魏云娴脸不红心不跳地接受了许知雾的夸赞。
许知雾在回去的路上都还在想着魏云娴的话。
今天的许知雾是有高人指点的许知雾。
被绿绮抱下马车后,许知雾目标明确地走向松风院。
路上碰见个松风院的下人,许知雾问,“许孜呢?”
“回姑娘的话,公子在屋里呢。公子他——”
话没听完,许知雾已经冲向了许孜的屋子,她急于尝试魏云娴告诉她的小妙招。
推门而入,许知雾觉得这屋里有些闷,还有些苦涩的气味,她在鼻子前头扇了扇,往四下里一瞧,最里头的床榻上隐约可见一个躺着的人影。
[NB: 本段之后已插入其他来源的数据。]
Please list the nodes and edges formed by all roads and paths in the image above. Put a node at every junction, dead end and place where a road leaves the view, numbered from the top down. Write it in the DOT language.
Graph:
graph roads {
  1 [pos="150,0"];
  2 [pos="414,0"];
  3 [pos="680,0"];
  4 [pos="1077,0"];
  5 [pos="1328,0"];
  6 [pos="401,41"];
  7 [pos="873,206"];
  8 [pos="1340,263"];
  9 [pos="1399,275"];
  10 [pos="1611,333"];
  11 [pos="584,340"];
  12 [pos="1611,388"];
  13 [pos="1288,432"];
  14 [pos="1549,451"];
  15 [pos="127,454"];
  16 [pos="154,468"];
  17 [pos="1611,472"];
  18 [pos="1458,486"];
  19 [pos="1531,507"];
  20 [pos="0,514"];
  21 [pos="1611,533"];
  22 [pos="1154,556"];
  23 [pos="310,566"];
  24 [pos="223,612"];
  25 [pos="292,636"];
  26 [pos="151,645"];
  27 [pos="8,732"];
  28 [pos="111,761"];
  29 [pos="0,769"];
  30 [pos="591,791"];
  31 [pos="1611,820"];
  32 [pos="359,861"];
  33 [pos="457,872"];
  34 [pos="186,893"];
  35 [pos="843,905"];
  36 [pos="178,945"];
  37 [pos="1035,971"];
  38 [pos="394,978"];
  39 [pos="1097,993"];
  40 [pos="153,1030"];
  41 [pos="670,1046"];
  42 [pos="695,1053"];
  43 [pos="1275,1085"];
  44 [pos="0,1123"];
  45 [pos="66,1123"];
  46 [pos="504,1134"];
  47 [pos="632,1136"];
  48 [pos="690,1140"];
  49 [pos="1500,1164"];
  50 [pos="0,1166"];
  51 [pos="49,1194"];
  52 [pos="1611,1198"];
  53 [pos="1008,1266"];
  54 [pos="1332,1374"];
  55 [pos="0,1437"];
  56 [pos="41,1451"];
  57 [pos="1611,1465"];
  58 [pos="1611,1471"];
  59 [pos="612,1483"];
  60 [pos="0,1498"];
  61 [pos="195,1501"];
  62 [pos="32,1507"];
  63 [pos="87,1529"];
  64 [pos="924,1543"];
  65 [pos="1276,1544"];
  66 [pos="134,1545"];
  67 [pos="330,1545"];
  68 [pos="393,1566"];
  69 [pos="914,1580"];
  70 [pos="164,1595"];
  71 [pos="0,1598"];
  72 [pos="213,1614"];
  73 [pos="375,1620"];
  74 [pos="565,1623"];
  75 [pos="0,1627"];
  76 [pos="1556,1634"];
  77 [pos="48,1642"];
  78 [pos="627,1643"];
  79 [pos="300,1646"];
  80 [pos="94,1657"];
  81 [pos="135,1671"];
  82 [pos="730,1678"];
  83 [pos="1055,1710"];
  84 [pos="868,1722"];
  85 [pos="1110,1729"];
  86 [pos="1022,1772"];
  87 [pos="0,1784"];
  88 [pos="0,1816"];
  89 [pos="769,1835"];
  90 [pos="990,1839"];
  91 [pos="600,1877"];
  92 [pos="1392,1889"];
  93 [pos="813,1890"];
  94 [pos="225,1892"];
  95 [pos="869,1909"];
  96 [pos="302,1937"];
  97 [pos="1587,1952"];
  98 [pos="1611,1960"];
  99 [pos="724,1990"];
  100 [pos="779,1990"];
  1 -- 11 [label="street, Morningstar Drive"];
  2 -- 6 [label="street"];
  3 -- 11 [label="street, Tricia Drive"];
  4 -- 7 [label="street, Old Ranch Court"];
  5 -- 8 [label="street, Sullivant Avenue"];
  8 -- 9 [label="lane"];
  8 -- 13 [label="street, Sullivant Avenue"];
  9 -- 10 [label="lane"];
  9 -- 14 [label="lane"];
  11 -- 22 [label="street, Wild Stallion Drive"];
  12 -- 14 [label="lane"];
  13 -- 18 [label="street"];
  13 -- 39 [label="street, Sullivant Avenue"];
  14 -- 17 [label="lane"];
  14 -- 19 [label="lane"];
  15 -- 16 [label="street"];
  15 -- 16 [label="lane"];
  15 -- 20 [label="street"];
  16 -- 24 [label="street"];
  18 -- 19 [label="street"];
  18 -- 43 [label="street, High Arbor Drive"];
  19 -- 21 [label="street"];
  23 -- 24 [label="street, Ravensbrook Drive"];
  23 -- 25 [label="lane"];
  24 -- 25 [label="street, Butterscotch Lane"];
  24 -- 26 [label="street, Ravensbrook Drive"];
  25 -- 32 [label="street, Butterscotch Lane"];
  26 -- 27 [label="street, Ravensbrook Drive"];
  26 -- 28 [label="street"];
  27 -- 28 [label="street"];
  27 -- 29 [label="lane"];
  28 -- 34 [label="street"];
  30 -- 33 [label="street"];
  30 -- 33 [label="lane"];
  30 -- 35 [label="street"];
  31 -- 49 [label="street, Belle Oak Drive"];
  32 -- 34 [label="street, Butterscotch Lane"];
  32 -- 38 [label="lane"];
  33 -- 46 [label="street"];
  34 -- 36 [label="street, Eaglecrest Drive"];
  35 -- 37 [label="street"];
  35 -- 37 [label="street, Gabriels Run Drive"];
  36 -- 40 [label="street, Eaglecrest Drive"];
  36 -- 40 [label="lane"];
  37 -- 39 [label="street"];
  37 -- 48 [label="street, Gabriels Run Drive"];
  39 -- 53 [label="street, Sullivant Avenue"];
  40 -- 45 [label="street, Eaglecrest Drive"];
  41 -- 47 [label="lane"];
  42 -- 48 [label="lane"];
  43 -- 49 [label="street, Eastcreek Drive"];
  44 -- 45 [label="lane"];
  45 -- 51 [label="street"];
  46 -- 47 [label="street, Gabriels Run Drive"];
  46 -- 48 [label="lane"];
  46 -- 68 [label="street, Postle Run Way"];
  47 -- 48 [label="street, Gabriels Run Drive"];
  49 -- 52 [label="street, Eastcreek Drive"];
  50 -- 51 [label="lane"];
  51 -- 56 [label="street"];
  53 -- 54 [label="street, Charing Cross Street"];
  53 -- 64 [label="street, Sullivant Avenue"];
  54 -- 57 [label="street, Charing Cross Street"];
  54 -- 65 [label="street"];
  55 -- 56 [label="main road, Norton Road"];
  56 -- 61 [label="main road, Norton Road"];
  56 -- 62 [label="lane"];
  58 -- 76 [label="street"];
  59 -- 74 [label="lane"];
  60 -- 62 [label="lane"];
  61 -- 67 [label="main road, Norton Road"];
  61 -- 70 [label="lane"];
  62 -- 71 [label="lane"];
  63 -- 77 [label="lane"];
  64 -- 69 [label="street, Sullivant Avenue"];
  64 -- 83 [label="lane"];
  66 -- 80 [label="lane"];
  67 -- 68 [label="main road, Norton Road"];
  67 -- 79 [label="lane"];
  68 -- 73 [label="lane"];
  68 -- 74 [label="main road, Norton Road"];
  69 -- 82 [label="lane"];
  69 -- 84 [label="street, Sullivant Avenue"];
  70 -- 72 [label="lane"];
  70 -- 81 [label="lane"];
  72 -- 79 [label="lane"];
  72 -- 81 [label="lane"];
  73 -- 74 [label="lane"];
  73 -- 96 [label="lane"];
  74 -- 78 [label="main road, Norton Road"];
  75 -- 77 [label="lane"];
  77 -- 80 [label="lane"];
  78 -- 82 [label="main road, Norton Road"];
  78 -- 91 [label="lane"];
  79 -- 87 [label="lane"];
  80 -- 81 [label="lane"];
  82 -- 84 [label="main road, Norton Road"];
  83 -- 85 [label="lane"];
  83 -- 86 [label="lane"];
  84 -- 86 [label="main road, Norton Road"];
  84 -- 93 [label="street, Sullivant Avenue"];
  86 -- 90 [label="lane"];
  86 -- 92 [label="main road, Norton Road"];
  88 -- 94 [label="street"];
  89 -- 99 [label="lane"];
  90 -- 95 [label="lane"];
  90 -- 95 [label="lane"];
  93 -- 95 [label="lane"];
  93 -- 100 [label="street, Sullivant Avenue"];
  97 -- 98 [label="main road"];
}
许知雾拎着裙摆跑过去,一把掀开许孜的帐帘,而后用一种惊奇的语气说,“都中午了,你还在睡觉啊!”
见许孜的目光温温和和地看过来,许知雾吐了吐舌头,“你羞羞!”
“叫阿雾见笑了。”许孜撑着床榻坐起来,笑容有些虚弱,“晚上有些着凉,没能起来床。”
许知雾仔细瞅了瞅他,“你生病了?”
许孜摇摇头,“不过是着凉罢了。”
“不是生病啊……”许知雾眼珠子一转,谨记着魏云娴的话,用理所当然的口吻说,“那你起来,带我骑马!”
后头跟进来的松涛闻言连忙阻拦,“姑娘不可,姑娘要寻公子玩耍,还是改日吧!”
“为什么要改日,就现在,立刻,马上!”许知雾的下巴越抬越高。
许孜微微笑了笑,披散的墨色长发柔顺地垂在被子上,“就依阿雾妹妹。”
他说着便要掀开被子起床。
许知雾得了他的应允,得意地看向方才出声阻拦的松涛,却触及松涛不赞同的眼神,仿佛她是什么坏孩子一般。
许知雾骄矜的笑容一顿,心里微微揪起来。
就好像她当真做错了事,却不知道错在哪里。
恰在此时,外头有几道脚步声渐近,还有个熟悉的声音,正是打理这两间院子的老仆善姑,“公子不知为何睡在地上,这才着凉……想必还是不适应……”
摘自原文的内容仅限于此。